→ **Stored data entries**
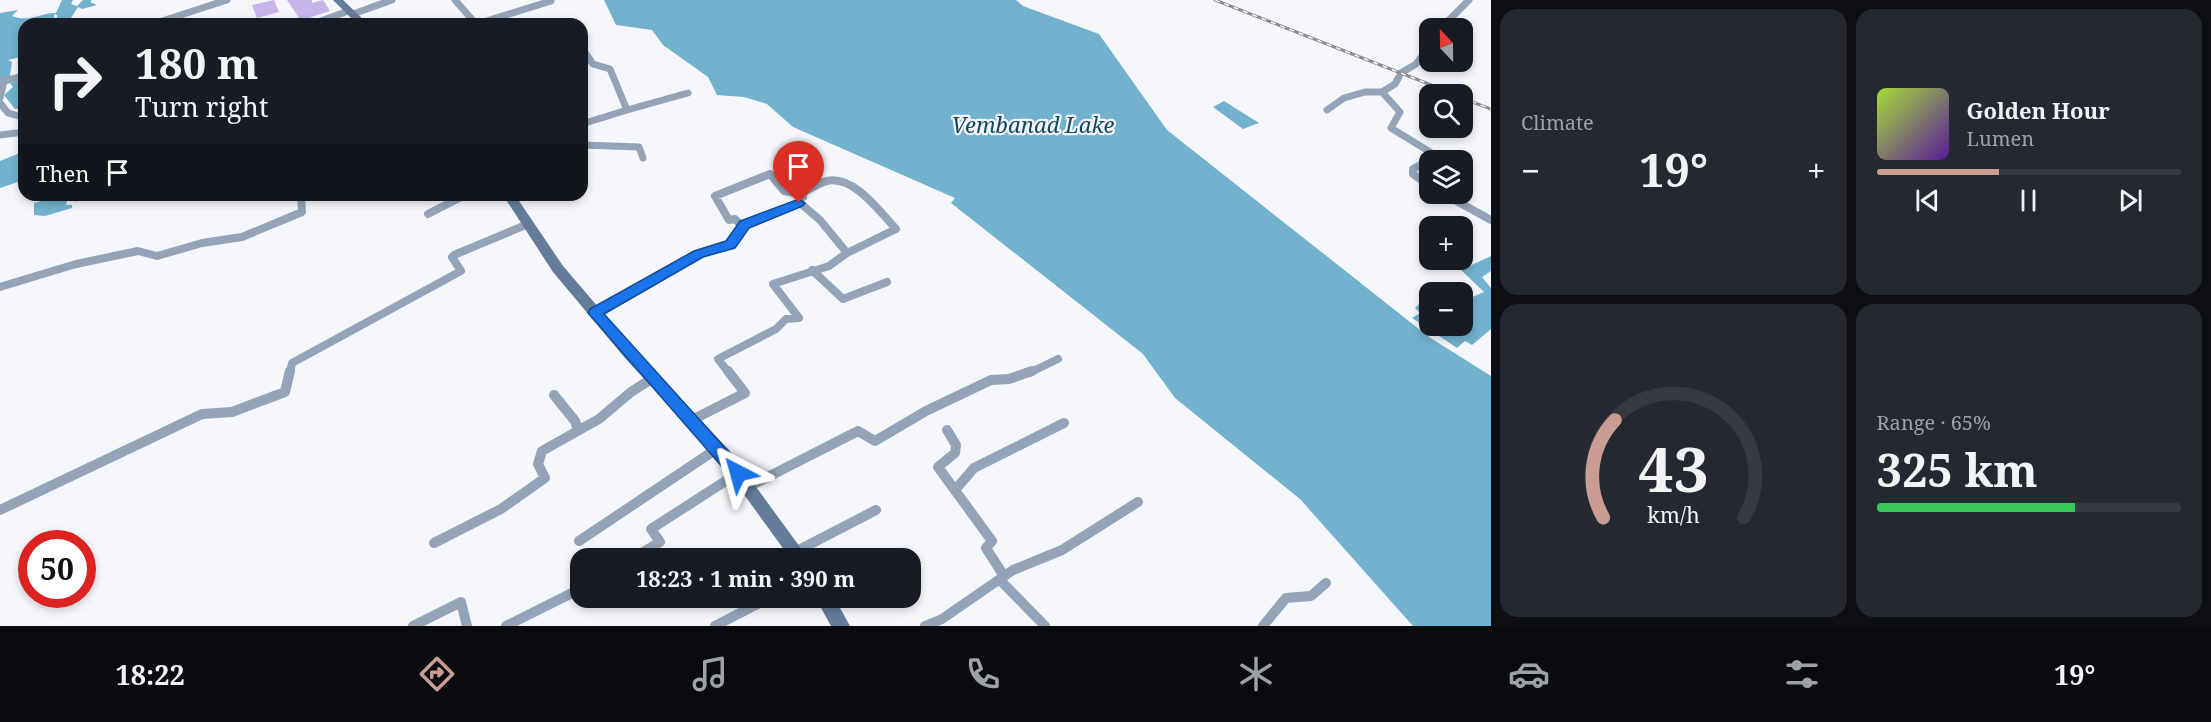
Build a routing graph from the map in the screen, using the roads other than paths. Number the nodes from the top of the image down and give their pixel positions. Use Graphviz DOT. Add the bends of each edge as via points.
graph roads {
  1 [pos="227,0"];
  2 [pos="338,0"];
  3 [pos="392,0"];
  4 [pos="454,0"];
  5 [pos="1469,0"];
  6 [pos="551,2"];
  7 [pos="351,12"];
  8 [pos="172,18"];
  9 [pos="332,18"];
  10 [pos="357,18"];
  11 [pos="471,18"];
  12 [pos="497,18"];
  13 [pos="1451,18"];
  14 [pos="588,57"];
  15 [pos="1419,59"];
  16 [pos="18,78"];
  17 [pos="2,82"];
  18 [pos="1382,92"];
  19 [pos="688,93"];
  20 [pos="0,98"];
  21 [pos="0,103"];
  22 [pos="627,110"];
  23 [pos="1327,110"];
  24 [pos="18,116"];
  25 [pos="588,122"];
  26 [pos="18,133"];
  27 [pos="0,135"];
  28 [pos="588,143"];
  29 [pos="1427,150"];
  30 [pos="644,158"];
  31 [pos="817,159"];
  32 [pos="1419,166"];
  33 [pos="773,177"];
  34 [pos="1419,180"];
  35 [pos="800,199"];
  36 [pos="301,201"];
  37 [pos="453,201"];
  38 [pos="513,201"];
  39 [pos="1462,204"];
  40 [pos="428,214"];
  41 [pos="1491,220"];
  42 [pos="528,224"];
  43 [pos="742,226"];
  44 [pos="847,253"];
  45 [pos="812,270"];
  46 [pos="887,282"];
  47 [pos="0,287"];
  48 [pos="595,313"];
  49 [pos="1058,359"];
  50 [pos="653,378"];
  51 [pos="554,395"];
  52 [pos="692,420"];
  53 [pos="1064,423"];
  54 [pos="578,429"];
  55 [pos="946,430"];
  56 [pos="718,448"];
  57 [pos="738,473"];
  58 [pos="748,487"];
  59 [pos="955,490"];
  60 [pos="1138,502"];
  61 [pos="0,510"];
  62 [pos="876,510"];
  63 [pos="579,541"];
  64 [pos="434,543"];
  65 [pos="650,548"];
  66 [pos="792,548"];
  67 [pos="809,548"];
  68 [pos="1002,578"];
  69 [pos="1326,584"];
  70 [pos="570,594"];
  71 [pos="750,608"];
  72 [pos="830,608"];
  73 [pos="413,626"];
  74 [pos="467,626"];
  75 [pos="506,626"];
  76 [pos="715,626"];
  77 [pos="841,626"];
  78 [pos="925,626"];
  79 [pos="1045,626"];
  80 [pos="1263,626"];
  1 -- 8 [label="street"];
  2 -- 7 [label="main road"];
  3 -- 7 [label="street"];
  4 -- 11 [label="street"];
  5 -- 13 [label="street"];
  6 -- 12 [label="street"];
  7 -- 9 [label="street"];
  7 -- 10 [label="main road"];
  14 -- 22 [label="street" via="593,64 610,69"];
  15 -- 18 [label="street"];
  16 -- 17 [label="street"];
  17 -- 20 [label="street"];
  18 -- 23 [label="street" via="1344,98"];
  18 -- 29 [label="street" via="1400,112 1391,128"];
  19 -- 22 [label="street"];
  21 -- 24 [label="street" via="8,113"];
  22 -- 25 [label="street"];
  26 -- 27 [label="street"];
  28 -- 30 [label="street" via="639,147"];
  31 -- 33 [label="street" via="814,165"];
  32 -- 34 [label="street" via="1413,169"];
  33 -- 35 [label="street" via="784,191"];
  33 -- 43 [label="street" via="763,176 715,196 729,220 735,219"];
  35 -- 43 [label="street"];
  35 -- 44 [label="street"];
  35 -- 44 [label="street" via="829,181 841,181 872,203 896,229"];
  36 -- 47 [label="street" via="302,212 242,237 157,256 138,251 76,264"];
  37 -- 40 [label="street"];
  38 -- 42 [label="main road"];
  39 -- 41 [label="street"];
  42 -- 48 [label="main road" via="558,269"];
  42 -- 61 [label="street" via="454,255 461,271 292,363 285,392 240,409 202,414"];
  43 -- 48 [label="street" via="731,245 699,254"];
  44 -- 45 [label="street" via="829,266"];
  45 -- 46 [label="street" via="843,298"];
  45 -- 52 [label="street" via="773,284 799,318 786,319 776,329 718,359 745,393"];
  48 -- 50 [label="main road"];
  49 -- 58 [label="street" via="1002,381 991,380 874,441 858,431"];
  50 -- 52 [label="main road"];
  50 -- 54 [label="street" via="599,419"];
  51 -- 54 [label="street"];
  52 -- 56 [label="main road"];
  53 -- 59 [label="street" via="974,468"];
  54 -- 64 [label="street" via="542,451 538,464 545,478 501,509"];
  55 -- 59 [label="street" via="956,445 955,453 938,467"];
  56 -- 57 [label="main road"];
  56 -- 63 [label="street"];
  57 -- 58 [label="main road"];
  57 -- 65 [label="street" via="651,529 660,542"];
  58 -- 66 [label="main road"];
  59 -- 68 [label="street" via="992,541 986,548"];
  60 -- 68 [label="street" via="1062,550"];
  62 -- 67 [label="street"];
  68 -- 78 [label="street" via="942,619"];
  68 -- 79 [label="street"];
  69 -- 80 [label="street" via="1311,596 1286,598"];
  70 -- 75 [label="street"];
  71 -- 76 [label="street"];
  72 -- 77 [label="main road"];
  73 -- 74 [label="street" via="461,602"];
}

→ **TASK ITEM**
Apart from the pictures, repeat every entry exactly.

→ **OUTPUT FOR THIS TASK**
Build a routing graph from the map in the screen, using the roads other than paths. Number the nodes from the top of the image down and give their pixel positions. Use Graphviz DOT. Add the bends of each edge as via points.
graph roads {
  1 [pos="227,0"];
  2 [pos="338,0"];
  3 [pos="392,0"];
  4 [pos="454,0"];
  5 [pos="1469,0"];
  6 [pos="551,2"];
  7 [pos="351,12"];
  8 [pos="172,18"];
  9 [pos="332,18"];
  10 [pos="357,18"];
  11 [pos="471,18"];
  12 [pos="497,18"];
  13 [pos="1451,18"];
  14 [pos="588,57"];
  15 [pos="1419,59"];
  16 [pos="18,78"];
  17 [pos="2,82"];
  18 [pos="1382,92"];
  19 [pos="688,93"];
  20 [pos="0,98"];
  21 [pos="0,103"];
  22 [pos="627,110"];
  23 [pos="1327,110"];
  24 [pos="18,116"];
  25 [pos="588,122"];
  26 [pos="18,133"];
  27 [pos="0,135"];
  28 [pos="588,143"];
  29 [pos="1427,150"];
  30 [pos="644,158"];
  31 [pos="817,159"];
  32 [pos="1419,166"];
  33 [pos="773,177"];
  34 [pos="1419,180"];
  35 [pos="800,199"];
  36 [pos="301,201"];
  37 [pos="453,201"];
  38 [pos="513,201"];
  39 [pos="1462,204"];
  40 [pos="428,214"];
  41 [pos="1491,220"];
  42 [pos="528,224"];
  43 [pos="742,226"];
  44 [pos="847,253"];
  45 [pos="812,270"];
  46 [pos="887,282"];
  47 [pos="0,287"];
  48 [pos="595,313"];
  49 [pos="1058,359"];
  50 [pos="653,378"];
  51 [pos="554,395"];
  52 [pos="692,420"];
  53 [pos="1064,423"];
  54 [pos="578,429"];
  55 [pos="946,430"];
  56 [pos="718,448"];
  57 [pos="738,473"];
  58 [pos="748,487"];
  59 [pos="955,490"];
  60 [pos="1138,502"];
  61 [pos="0,510"];
  62 [pos="876,510"];
  63 [pos="579,541"];
  64 [pos="434,543"];
  65 [pos="650,548"];
  66 [pos="792,548"];
  67 [pos="809,548"];
  68 [pos="1002,578"];
  69 [pos="1326,584"];
  70 [pos="570,594"];
  71 [pos="750,608"];
  72 [pos="830,608"];
  73 [pos="413,626"];
  74 [pos="467,626"];
  75 [pos="506,626"];
  76 [pos="715,626"];
  77 [pos="841,626"];
  78 [pos="925,626"];
  79 [pos="1045,626"];
  80 [pos="1263,626"];
  1 -- 8 [label="street"];
  2 -- 7 [label="main road"];
  3 -- 7 [label="street"];
  4 -- 11 [label="street"];
  5 -- 13 [label="street"];
  6 -- 12 [label="street"];
  7 -- 9 [label="street"];
  7 -- 10 [label="main road"];
  14 -- 22 [label="street" via="593,64 610,69"];
  15 -- 18 [label="street"];
  16 -- 17 [label="street"];
  17 -- 20 [label="street"];
  18 -- 23 [label="street" via="1344,98"];
  18 -- 29 [label="street" via="1400,112 1391,128"];
  19 -- 22 [label="street"];
  21 -- 24 [label="street" via="8,113"];
  22 -- 25 [label="street"];
  26 -- 27 [label="street"];
  28 -- 30 [label="street" via="639,147"];
  31 -- 33 [label="street" via="814,165"];
  32 -- 34 [label="street" via="1413,169"];
  33 -- 35 [label="street" via="784,191"];
  33 -- 43 [label="street" via="763,176 715,196 729,220 735,219"];
  35 -- 43 [label="street"];
  35 -- 44 [label="street"];
  35 -- 44 [label="street" via="829,181 841,181 872,203 896,229"];
  36 -- 47 [label="street" via="302,212 242,237 157,256 138,251 76,264"];
  37 -- 40 [label="street"];
  38 -- 42 [label="main road"];
  39 -- 41 [label="street"];
  42 -- 48 [label="main road" via="558,269"];
  42 -- 61 [label="street" via="454,255 461,271 292,363 285,392 240,409 202,414"];
  43 -- 48 [label="street" via="731,245 699,254"];
  44 -- 45 [label="street" via="829,266"];
  45 -- 46 [label="street" via="843,298"];
  45 -- 52 [label="street" via="773,284 799,318 786,319 776,329 718,359 745,393"];
  48 -- 50 [label="main road"];
  49 -- 58 [label="street" via="1002,381 991,380 874,441 858,431"];
  50 -- 52 [label="main road"];
  50 -- 54 [label="street" via="599,419"];
  51 -- 54 [label="street"];
  52 -- 56 [label="main road"];
  53 -- 59 [label="street" via="974,468"];
  54 -- 64 [label="street" via="542,451 538,464 545,478 501,509"];
  55 -- 59 [label="street" via="956,445 955,453 938,467"];
  56 -- 57 [label="main road"];
  56 -- 63 [label="street"];
  57 -- 58 [label="main road"];
  57 -- 65 [label="street" via="651,529 660,542"];
  58 -- 66 [label="main road"];
  59 -- 68 [label="street" via="992,541 986,548"];
  60 -- 68 [label="street" via="1062,550"];
  62 -- 67 [label="street"];
  68 -- 78 [label="street" via="942,619"];
  68 -- 79 [label="street"];
  69 -- 80 [label="street" via="1311,596 1286,598"];
  70 -- 75 [label="street"];
  71 -- 76 [label="street"];
  72 -- 77 [label="main road"];
  73 -- 74 [label="street" via="461,602"];
}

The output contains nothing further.